> _TASK MATERIAL_
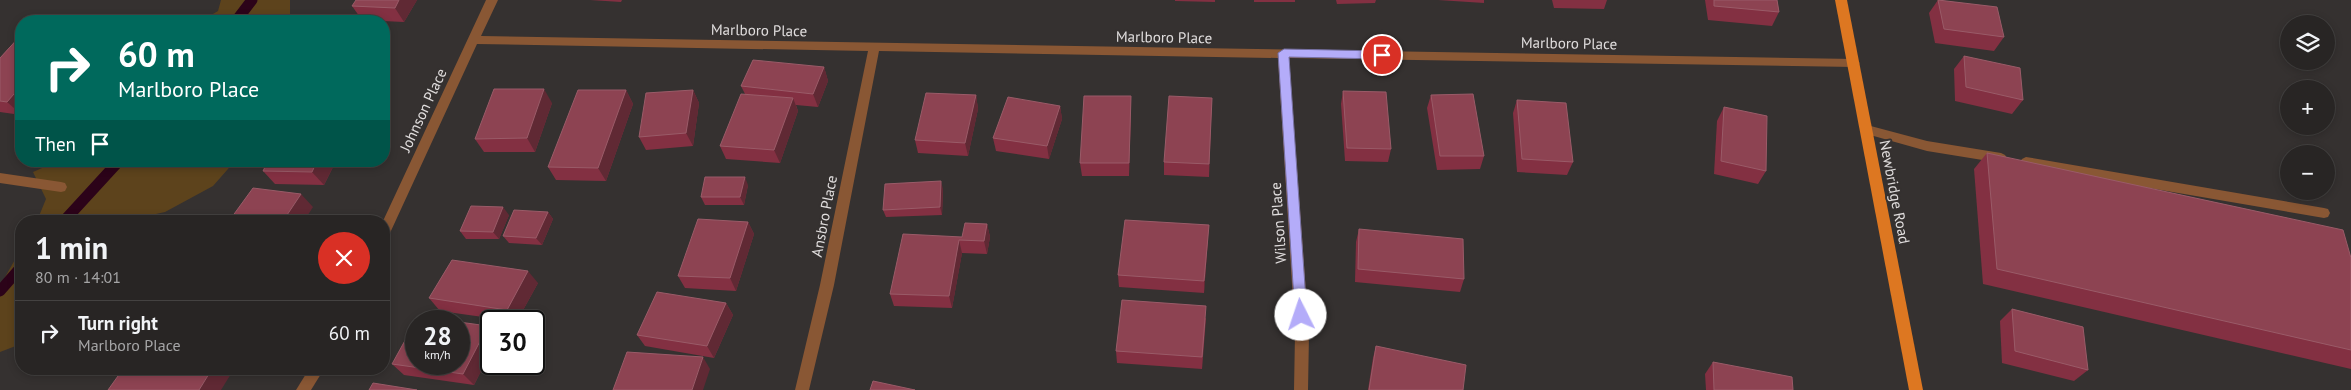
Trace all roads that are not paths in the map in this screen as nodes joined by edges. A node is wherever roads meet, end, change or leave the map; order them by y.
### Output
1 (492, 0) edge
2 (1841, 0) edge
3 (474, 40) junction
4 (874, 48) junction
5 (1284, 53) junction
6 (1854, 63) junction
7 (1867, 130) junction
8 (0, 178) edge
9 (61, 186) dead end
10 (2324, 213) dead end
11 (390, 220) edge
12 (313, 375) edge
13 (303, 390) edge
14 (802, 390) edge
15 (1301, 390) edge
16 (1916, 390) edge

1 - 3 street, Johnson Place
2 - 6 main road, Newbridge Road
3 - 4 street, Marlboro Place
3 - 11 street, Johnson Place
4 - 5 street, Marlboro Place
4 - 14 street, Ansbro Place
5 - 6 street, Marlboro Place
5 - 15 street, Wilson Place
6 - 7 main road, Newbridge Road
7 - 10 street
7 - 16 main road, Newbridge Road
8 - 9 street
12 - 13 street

> _TASK GOAL_
Go through the listing above and retype each line exactly, apart from the pictures.

> _FINISHED TASK_
Trace all roads that are not paths in the map in this screen as nodes joined by edges. A node is wherever roads meet, end, change or leave the map; order them by y.
### Output
1 (492, 0) edge
2 (1841, 0) edge
3 (474, 40) junction
4 (874, 48) junction
5 (1284, 53) junction
6 (1854, 63) junction
7 (1867, 130) junction
8 (0, 178) edge
9 (61, 186) dead end
10 (2324, 213) dead end
11 (390, 220) edge
12 (313, 375) edge
13 (303, 390) edge
14 (802, 390) edge
15 (1301, 390) edge
16 (1916, 390) edge

1 - 3 street, Johnson Place
2 - 6 main road, Newbridge Road
3 - 4 street, Marlboro Place
3 - 11 street, Johnson Place
4 - 5 street, Marlboro Place
4 - 14 street, Ansbro Place
5 - 6 street, Marlboro Place
5 - 15 street, Wilson Place
6 - 7 main road, Newbridge Road
7 - 10 street
7 - 16 main road, Newbridge Road
8 - 9 street
12 - 13 street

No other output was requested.